Now, we calculate the sum inside the parenthesis: $5^{32} + 5^5$ . We will then multiply the result by 5. Since the numbers are quite large, we'll leave the answer as $5 imes (5^{32} + 5^5)$ . So the answer is:

$5 imes (5^{32} + 5^5)$ .

And there you have it! We've successfully found the maximum and minimum values of the function and calculated the final expression. It might look complex at first, but by breaking it down into smaller, manageable steps, it becomes much easier. Congratulations, guys, we've cracked the code! This journey through the world of exponential functions and intervals has been a blast, don't you think? We've seen how the behavior of the exponent dictates the function's overall behavior, and how important the interval is in determining the function's extremes.

Summary of Results

Here is a concise summary of what we've achieved:

Function: $f(x) = 5^{x^2 - 4}$
Interval: $[3; 6]$
Maximum Value (M): $5^{32}$ (at x = 6)
Minimum Value (m): $5^5$ (at x = 3)
Final Expression: $5 imes (M + m) = 5 imes (5^{32} + 5^5)$

We started with a seemingly complex function, understood its components, especially the role of the exponent, and systematically examined its behavior within the given interval. We found the maximum and minimum values by analyzing the exponent and then plugged those values into the final expression. This is a great example of how understanding the basic principles of functions and intervals can help you solve even the most challenging problems. Remember that the key is always to break down the problem into simpler steps and to pay close attention to the details. Well done, everyone!

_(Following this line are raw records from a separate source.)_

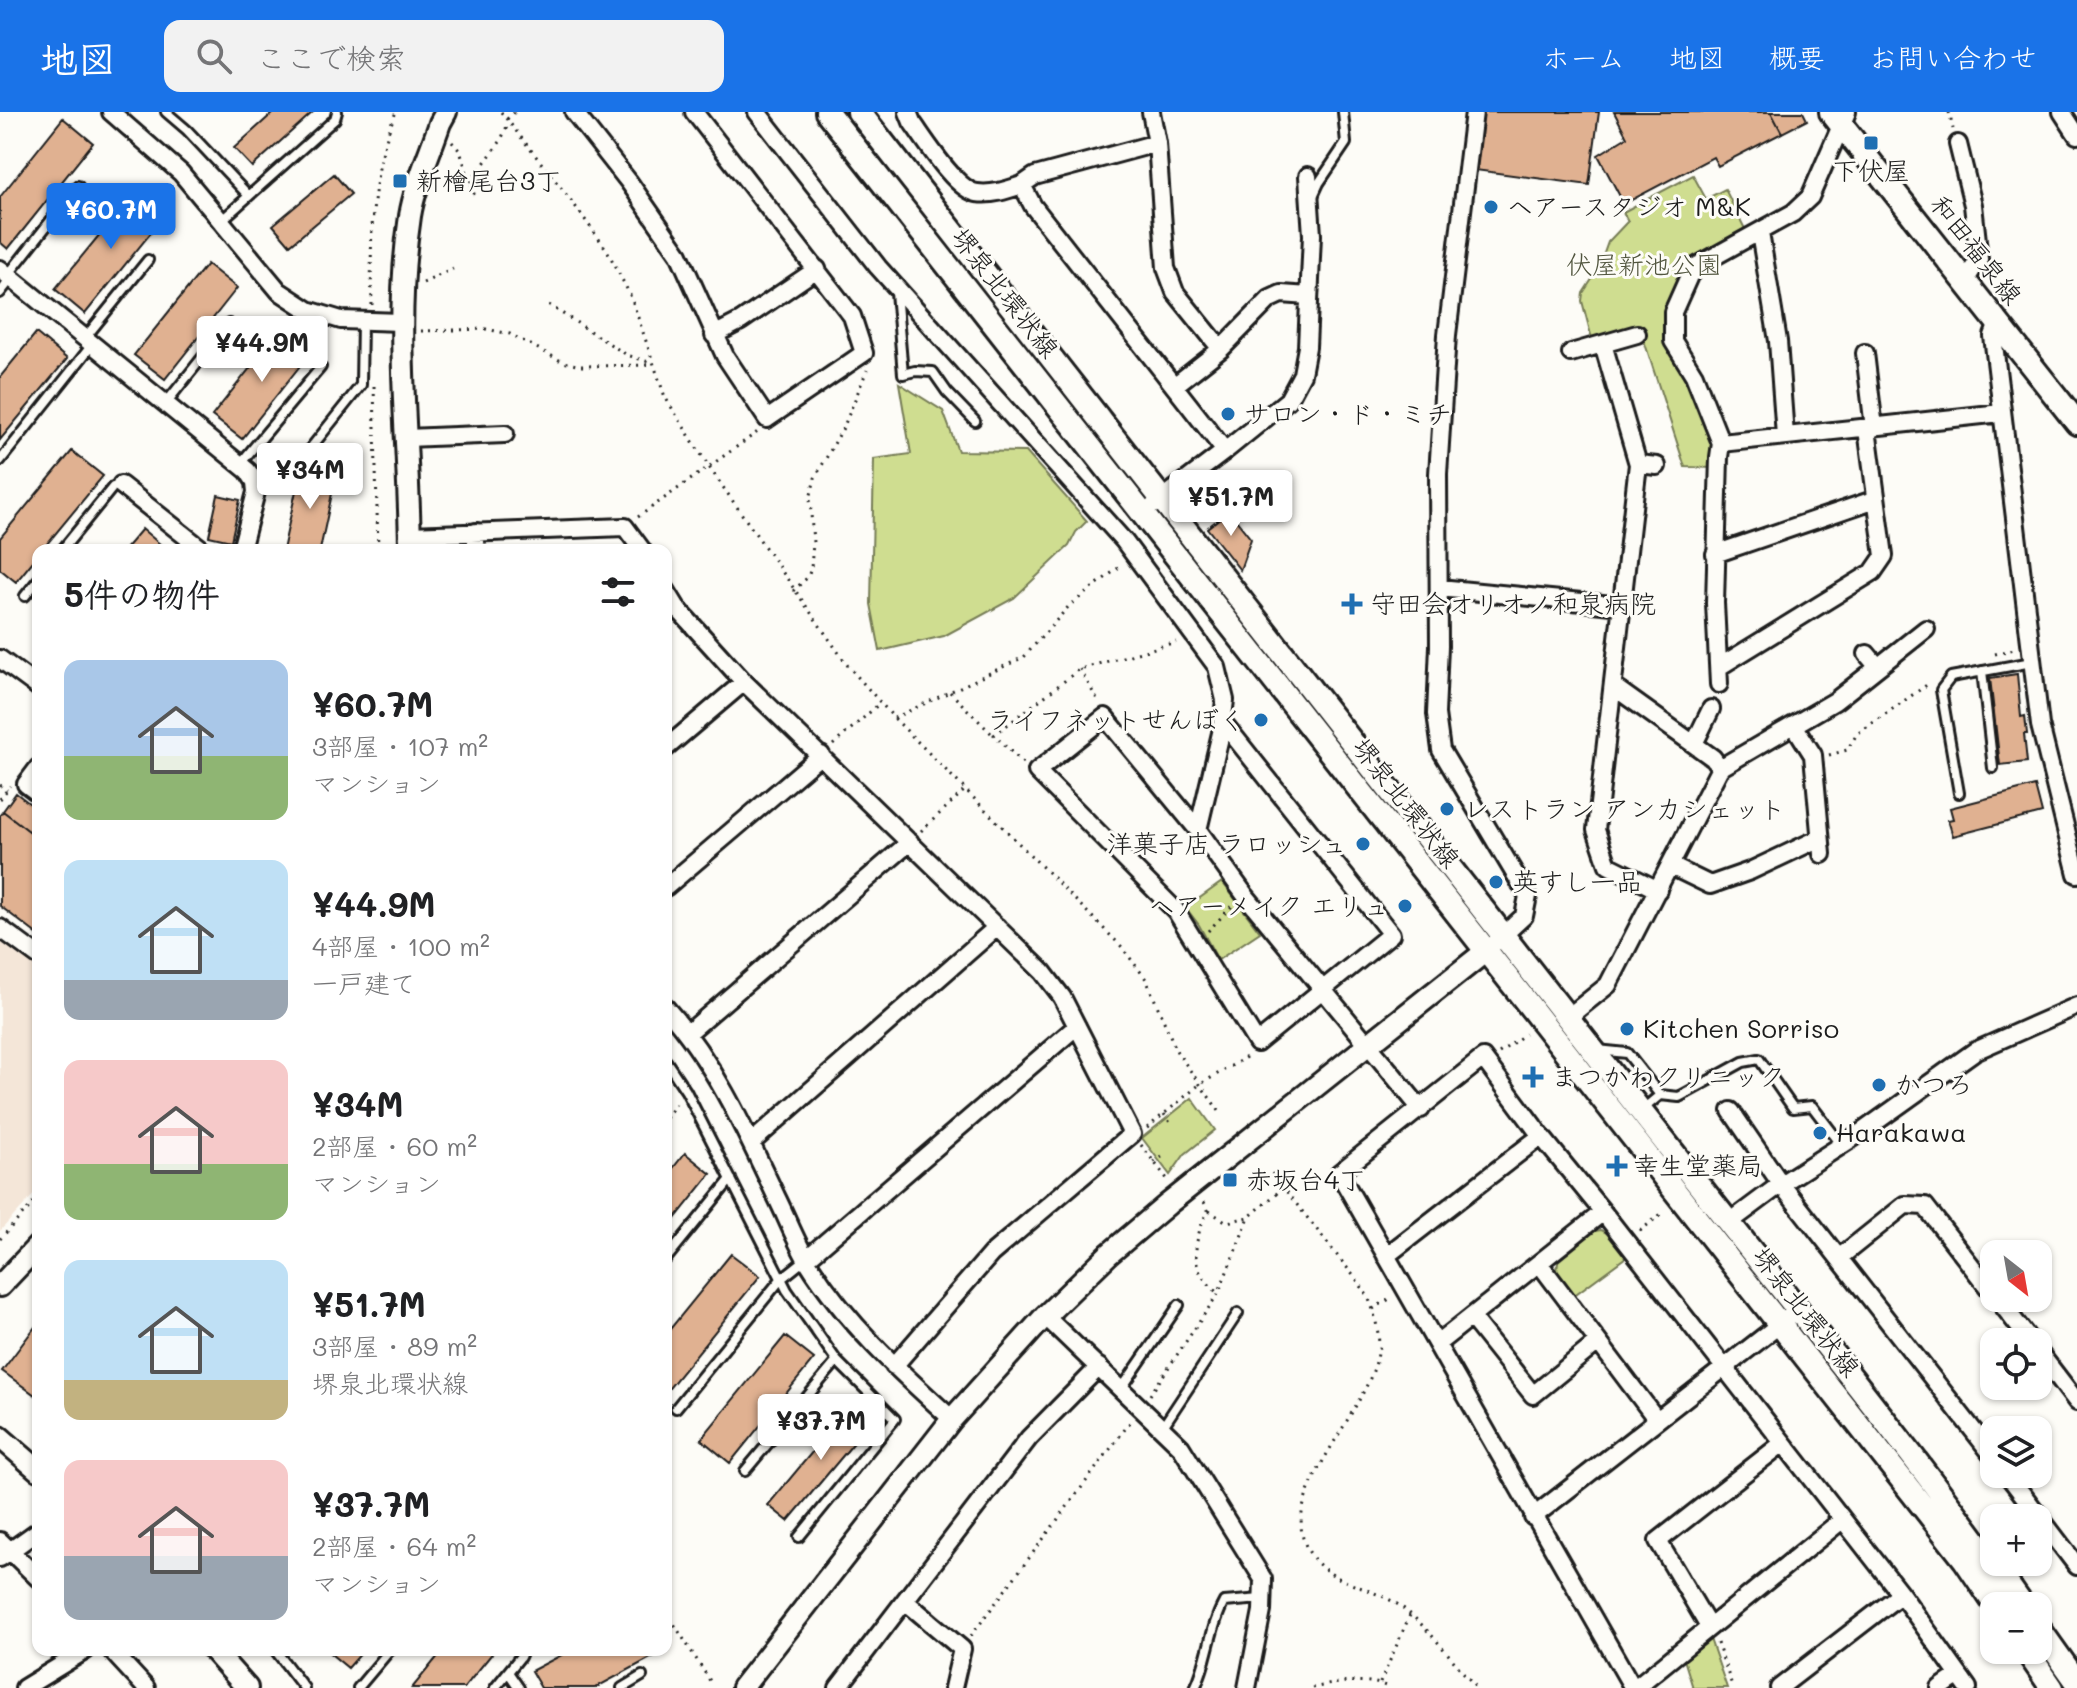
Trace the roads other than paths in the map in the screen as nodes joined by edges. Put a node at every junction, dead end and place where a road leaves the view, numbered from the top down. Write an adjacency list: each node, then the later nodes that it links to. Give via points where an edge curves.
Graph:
1 (111, 112): 24 (street, via 181,173)
2 (166, 112): 22 (lane)
3 (337, 112): 22 (lane)
4 (446, 112): 36 (street, via 411,212 402,281)
5 (574, 112): 38 (street, via 679,254)
6 (694, 112): 27 (street)
7 (757, 112): 30 (street)
8 (827, 112): 63 (main road, 堺泉北環状線)
9 (859, 112): 63 (main road, 堺泉北環状線)
10 (908, 112): 20 (street, via 959,183 974,193 999,193)
11 (1151, 112): 17 (street)
12 (1343, 112): 23 (lane, via 1346,143)
13 (1474, 112): 73 (street, via 1447,335 1438,474)
14 (2062, 112): 16 (street)
15 (1839, 116): 25 (street, via 1810,197); 29 (main road, 和田福泉線)
16 (2077, 135)
17 (1157, 143): 20 (street, via 1035,176); 41 (street, via 1170,282)
18 (1958, 144): 29 (street, via 1979,259)
19 (1308, 176): 23 (street)
20 (1022, 185): 45 (street)
21 (78, 186): 28 (lane)
22 (249, 196): 24 (lane)
23 (1311, 201): 32 (street)
24 (222, 220): 33 (street, via 279,291 308,310 341,320)
25 (1760, 233): 52 (street, via 1778,341); 54 (street, via 1697,266 1673,312 1673,341 1694,375)
26 (148, 260): 39 (lane)
27 (817, 269): 38 (street); 38 (street, via 852,316 864,353 767,419)
28 (6, 275): 31 (lane); 39 (street)
29 (1965, 281): 34 (main road, 和田福泉線)
30 (896, 287): 48 (lane, via 903,374 933,372); 85 (street, via 1134,555 1194,634 1217,667 1225,700)
31 (0, 293)
32 (1309, 296): 41 (street, via 1281,294 1270,299); 56 (street, via 1302,374 1288,400)
33 (367, 314): 36 (street); 55 (lane, via 361,385)
34 (1998, 323): 47 (street, via 1993,336); 49 (main road, 和田福泉線)
35 (229, 324): 46 (lane)
36 (409, 326): 53 (street)
37 (1637, 334): 40 (street)
38 (714, 335)
39 (88, 342): 46 (street); 57 (lane)
40 (1603, 344): 42 (street); 58 (street)
41 (1221, 349): 45 (street)
42 (1571, 353)
43 (1865, 353): 50 (street)
44 (321, 367): 59 (lane)
45 (1174, 386): 56 (street)
46 (165, 404): 59 (street)
47 (2001, 413): 50 (street); 78 (street)
48 (975, 421)
49 (2077, 423)
50 (1871, 428): 52 (street); 62 (street)
51 (505, 434): 53 (street)
52 (1785, 436): 54 (street)
53 (406, 438): 65 (street)
54 (1721, 443): 71 (street)
55 (310, 449)
56 (1225, 451): 63 (street)
57 (0, 461)
58 (1638, 464): 60 (street); 75 (street)
59 (240, 465): 68 (street, via 255,482 256,492)
60 (1657, 466)
61 (121, 485): 66 (lane, via 113,487); 67 (street)
62 (1876, 499): 71 (street); 71 (street, via 1884,556 1873,572 1719,676)
63 (1152, 506): 101 (main road, 堺泉北環状線)
64 (476, 532): 65 (street); 69 (street); 70 (street, via 625,527)
65 (410, 543)
66 (67, 544)
67 (192, 544)
68 (243, 544)
69 (476, 544)
70 (638, 544)
71 (1715, 554)
72 (32, 587): 74 (lane)
73 (1439, 588): 75 (street); 101 (street, via 1436,714 1441,750 1528,896 1524,916)
74 (25, 596)
75 (1623, 606): 83 (street)
76 (672, 613): 81 (street)
77 (1926, 629): 86 (street, via 1872,661 1835,701)
78 (2031, 654): 80 (lane); 96 (street, via 2040,725)
79 (0, 659): 82 (street)
80 (1982, 671): 91 (lane); 92 (lane, via 1951,677 1941,690)
81 (744, 682): 87 (street); 89 (street)
82 (32, 683)
83 (1614, 687): 88 (street); 98 (street, via 1596,830 1608,865)
84 (1711, 709): 88 (street)
85 (1222, 721): 93 (street); 103 (street, via 1391,934)
86 (1794, 725): 90 (street); 95 (street, via 1813,759 1821,846 1710,885)
87 (672, 743)
88 (1694, 744): 90 (street)
89 (821, 755): 94 (street); 97 (street)
90 (1720, 768): 95 (street)
91 (1993, 768)
92 (1959, 793)
93 (1198, 830): 103 (street); 103 (street, via 1105,717 1037,771 1176,911 1257,1043)
94 (910, 842): 99 (street); 108 (street)
95 (1671, 866): 98 (street)
96 (2077, 874)
97 (672, 882)
98 (1658, 890): 106 (street, via 1608,985)
99 (997, 927): 107 (street, via 1043,972); 117 (street)
100 (0, 928): 102 (street)
101 (1495, 944): 106 (main road, 堺泉北環状線); 109 (street); 138 (main road, 堺泉北環状線)
102 (32, 952)
103 (1322, 990): 109 (street)
104 (2077, 1006): 118 (street, via 1975,1051)
105 (672, 1015): 108 (street)
106 (1567, 1018): 110 (main road, 堺泉北環状線)
107 (1077, 1026): 127 (street); 143 (street, via 1132,1134 991,1254)
108 (688, 1033): 117 (street)
109 (1369, 1044): 113 (street); 136 (street, via 1156,1214)
110 (1593, 1050): 112 (lane, via 1627,1053); 114 (main road, 堺泉北環状線)
111 (672, 1072): 119 (lane)
112 (1660, 1095): 114 (lane); 118 (lane, via 1679,1097 1743,1062 1759,1059 1793,1108 1812,1106)
113 (1421, 1109): 116 (street, via 1483,1058); 125 (street, via 1339,1173)
114 (1640, 1111): 122 (main road, 堺泉北環状線)
115 (1731, 1111): 120 (street)
116 (1541, 1136): 121 (street); 125 (street)
117 (751, 1143): 127 (street)
118 (1841, 1144): 120 (street)
119 (731, 1179): 124 (lane); 130 (lane)
120 (1781, 1184): 122 (street); 126 (street)
121 (1603, 1212): 128 (street); 145 (street)
122 (1730, 1222): 133 (main road, 堺泉北環状線)
123 (32, 1252): 131 (street)
124 (672, 1252)
125 (1386, 1256): 141 (street)
126 (1840, 1257): 129 (street, via 1905,1205 1925,1206); 154 (street)
127 (806, 1259): 130 (lane); 143 (street, via 836,1304)
128 (1539, 1263): 137 (street); 140 (street)
129 (1980, 1277)
130 (781, 1279): 142 (lane); 149 (lane)
131 (0, 1286)
132 (1179, 1305): 147 (lane)
133 (1798, 1310): 138 (street); 167 (main road, 堺泉北環状線)
134 (2008, 1312): 139 (street)
135 (1238, 1313): 152 (lane)
136 (1045, 1316): 144 (street); 150 (street)
137 (1471, 1317): 140 (street, via 1533,1395); 141 (street)
138 (1780, 1325): 145 (street); 166 (main road, 堺泉北環状線)
139 (2020, 1328)
140 (1598, 1342): 151 (street)
141 (1437, 1344): 159 (street)
142 (837, 1361): 157 (lane); 162 (lane, via 895,1419)
143 (894, 1366): 150 (street)
144 (1099, 1367): 147 (street); 170 (street, via 1029,1438)
145 (1723, 1367): 151 (street); 155 (street)
146 (2052, 1369): 148 (street)
147 (1122, 1388): 152 (street)
148 (2077, 1402)
149 (676, 1408)
150 (952, 1419): 192 (street)
151 (1657, 1420): 159 (street)
152 (1162, 1428): 169 (street, via 1181,1447 1263,1579)
153 (0, 1437): 156 (street)
154 (1980, 1439)
155 (1783, 1443): 160 (street); 171 (street, via 1658,1541)
156 (32, 1465)
157 (745, 1471)
158 (2018, 1488): 164 (street)
159 (1533, 1517): 197 (street)
160 (1842, 1520): 168 (street); 171 (street)
161 (32, 1534): 163 (street)
162 (799, 1537)
163 (3, 1550): 165 (street)
164 (2077, 1566)
165 (32, 1573)
166 (1987, 1592)
167 (2013, 1592)
168 (1901, 1594): 182 (street); 198 (street)
169 (1262, 1599): 195 (lane, via 1224,1602); 196 (street)
170 (905, 1601): 193 (street); 194 (street, via 962,1649)
171 (1709, 1627): 197 (street)
172 (2052, 1647): 183 (main road)
173 (76, 1656): 184 (street)
174 (117, 1656): 185 (street)
175 (218, 1656): 186 (street)
176 (280, 1656): 187 (lane)
177 (385, 1656): 188 (lane)
178 (520, 1656): 180 (lane)
179 (2036, 1664): 200 (main road)
180 (508, 1672): 189 (lane); 190 (lane)
181 (642, 1676): 191 (lane)
182 (1963, 1681): 199 (street)
183 (2077, 1682)
184 (24, 1688)
185 (146, 1688)
186 (247, 1688)
187 (304, 1688)
188 (358, 1688)
189 (495, 1688)
190 (519, 1688)
191 (622, 1688)
192 (742, 1688)
193 (838, 1688)
194 (953, 1688)
195 (1195, 1688)
196 (1247, 1688)
197 (1634, 1688)
198 (1779, 1688)
199 (1940, 1688)
200 (2052, 1688)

Conclusion and Further Exploration

So, to wrap things up, we've found the value of the expression $5 imes (M + m)$ , where M is the maximum and m is the minimum value of the function within the interval $[3; 6]$ . We've seen how the interplay of the function's base and the exponent determines its behavior. The interval served as a crucial constraint, guiding us to the specific values we needed. This kind of problem highlights the importance of understanding not just the formulas, but also the underlying concepts of functions, exponents, and intervals.

For further exploration, you could try these exercises:

Change the Interval: What would happen if the interval was different? Try solving the problem with a different interval, such as $[-1; 2]$ or $[0; 4]$ . How do the maximum and minimum values change?
Change the Function: What happens if we change the function to something like $f(x) = 2^{x^2 - 4}$ or $f(x) = 5^{x^3 - 4x}$ ? How does the change in the function affect the process of finding the maximum and minimum values?
Graphical Representation: Plot the function $f(x) = 5^{x^2 - 4}$ on the interval $[3; 6]$ using a graphing calculator or software. This will provide a visual confirmation of our results. The graph will clearly show you the maximum and minimum points within the given range.

These exercises will not only deepen your understanding of the concepts but also enhance your problem-solving skills. So, keep practicing and experimenting, and you'll become even more comfortable with these types of mathematical challenges. Remember, math is a journey of continuous learning and exploration. Enjoy the process, and don't be afraid to tackle new problems! Keep practicing, guys; you're doing awesome! Keep exploring and have fun with it!